Market Oracle FREE Newsletter

How to Protect your Wealth by Investing in AI Tech Stocks

Soothing East Asia's Nerves as Trump's Administration Reaffirms US Power in Asia-Pacific

Politics / US Military Apr 19, 2017 - 05:57 PM GMT

By: STRATFOR

Politics

Forecast

  • U.S. Vice President Mike Pence's 10-day tour of East Asia will focus primarily on easing uncertainty among U.S. allies about the administration's policies in the region.
  • U.S. moves to contain North Korea and compel China toward cooperation will dominate discussions in Seoul and Tokyo, though tension over the Trump administration's trade policies will loom large in both visits.
  • Indonesia and Australia will remain wary of joining U.S. initiatives that risk provoking China but also receptive to U.S. efforts to lay the groundwork for more robust defense cooperation.

Analysis

Nearly 100 days into Donald Trump's presidency, uncertainty over the direction of U.S. policy and its behavior in the Asia-Pacific continues to pervade the region, including among many of Washington's most important allies. In particular, between Trump's early calls for strategic partners such Japan and South Korea to cover more of the costs of supporting U.S. troops on their shores, his decision to withdraw the United States from the 12-nation Trans-Pacific Partnership, and his administration's recent statements and actions in response to North Korea's nuclear weapons program, Trump has helped put the typically slow-moving and carefully managed geopolitics of the Asia-Pacific in flux. In doing so, his administration has arguably opened avenues for progress on issues of longstanding concern to Washington, especially U.S.-China trade relations and North Korean nuclearization. At the same time, the White House's actions have left countries such as Japan, South Korea and Australia — traditional linchpins of U.S. strategy in the region — looking for greater stability and predictability from Washington.

During his ongoing tour of the region, which started April 15 and will end April 25, U.S. Vice President Mike Pence is seeking to project precisely that: a more stable, predictable and reliable United States. In meetings with heads of state and key lawmakers in South Korea, Japan, Indonesia and Australia, the vice president will reaffirm Washington's commitment to stability in the region and the defense of allies and partners against a range of threats, including North Korea, Chinese maritime expansion and terrorism.
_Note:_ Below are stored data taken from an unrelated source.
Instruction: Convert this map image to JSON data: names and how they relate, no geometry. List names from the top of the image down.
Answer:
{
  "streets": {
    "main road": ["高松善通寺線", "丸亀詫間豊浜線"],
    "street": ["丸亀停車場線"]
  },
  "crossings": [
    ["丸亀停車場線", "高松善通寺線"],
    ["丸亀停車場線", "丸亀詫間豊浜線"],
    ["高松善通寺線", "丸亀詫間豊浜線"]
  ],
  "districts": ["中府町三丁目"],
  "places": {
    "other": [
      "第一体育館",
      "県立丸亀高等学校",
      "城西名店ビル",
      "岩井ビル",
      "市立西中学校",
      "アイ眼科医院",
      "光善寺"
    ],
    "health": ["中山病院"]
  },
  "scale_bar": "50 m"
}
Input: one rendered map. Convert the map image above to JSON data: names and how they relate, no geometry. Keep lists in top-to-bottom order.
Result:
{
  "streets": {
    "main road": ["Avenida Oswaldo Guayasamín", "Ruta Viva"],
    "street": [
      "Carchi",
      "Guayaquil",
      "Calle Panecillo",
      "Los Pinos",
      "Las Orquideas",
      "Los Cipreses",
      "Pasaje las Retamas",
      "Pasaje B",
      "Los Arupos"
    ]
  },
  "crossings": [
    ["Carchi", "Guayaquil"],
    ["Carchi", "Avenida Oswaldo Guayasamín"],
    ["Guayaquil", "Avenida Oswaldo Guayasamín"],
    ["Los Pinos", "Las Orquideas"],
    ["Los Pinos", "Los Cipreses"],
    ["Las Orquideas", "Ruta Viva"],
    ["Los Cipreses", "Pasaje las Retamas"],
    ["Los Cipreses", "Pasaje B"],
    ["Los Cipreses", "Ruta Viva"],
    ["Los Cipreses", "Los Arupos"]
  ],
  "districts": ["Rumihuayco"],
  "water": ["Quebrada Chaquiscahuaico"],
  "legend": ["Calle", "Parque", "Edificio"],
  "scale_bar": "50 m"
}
Likewise, in scheduled "listening sessions" with business leaders from each country — and, in particular, by formally opening the U.S.-Japanese economic dialogue with Japanese Deputy Prime Minister Taro Aso — Pence will seek to address regional concerns over Washington's trade, investment and currency policies and foreground its continued commitment to regional free trade, albeit through avenues other than multilateral pacts like the Trans-Pacific Partnership. (Notably, on April 18, Pence announced that Washington plans to review and reform the 2007 U.S.-South Korean trade pact.)

To the extent that Pence's visit is aimed at shoring up Washington's regional alliances and partnerships, the four stops of his tour share at least one common theme: the goal of countering China's expanding security footprint in the South and East China seas and, more broadly, to constrain Beijing's long-term strategy of replacing the United States as the dominant power in East Asia. But each leg of his tour will address a different aspect of this underlying imperative. Like his visit to South Korea on April 16-17, Pence's subsequent meetings in Tokyo likely will center on managing North Korea's nuclear weapons development program and, in Japan's case, checking Chinese maritime activities in the East China Sea. His meetings in Indonesia and Australia from April 20-23, by contrast, will focus on clarifying Washington's positions on regional trade and South China Sea security, while smoothing over earlier bumps in relations (in Australia's case) and offering increased defense support both for maritime and counterterrorism activities (in Indonesia's case).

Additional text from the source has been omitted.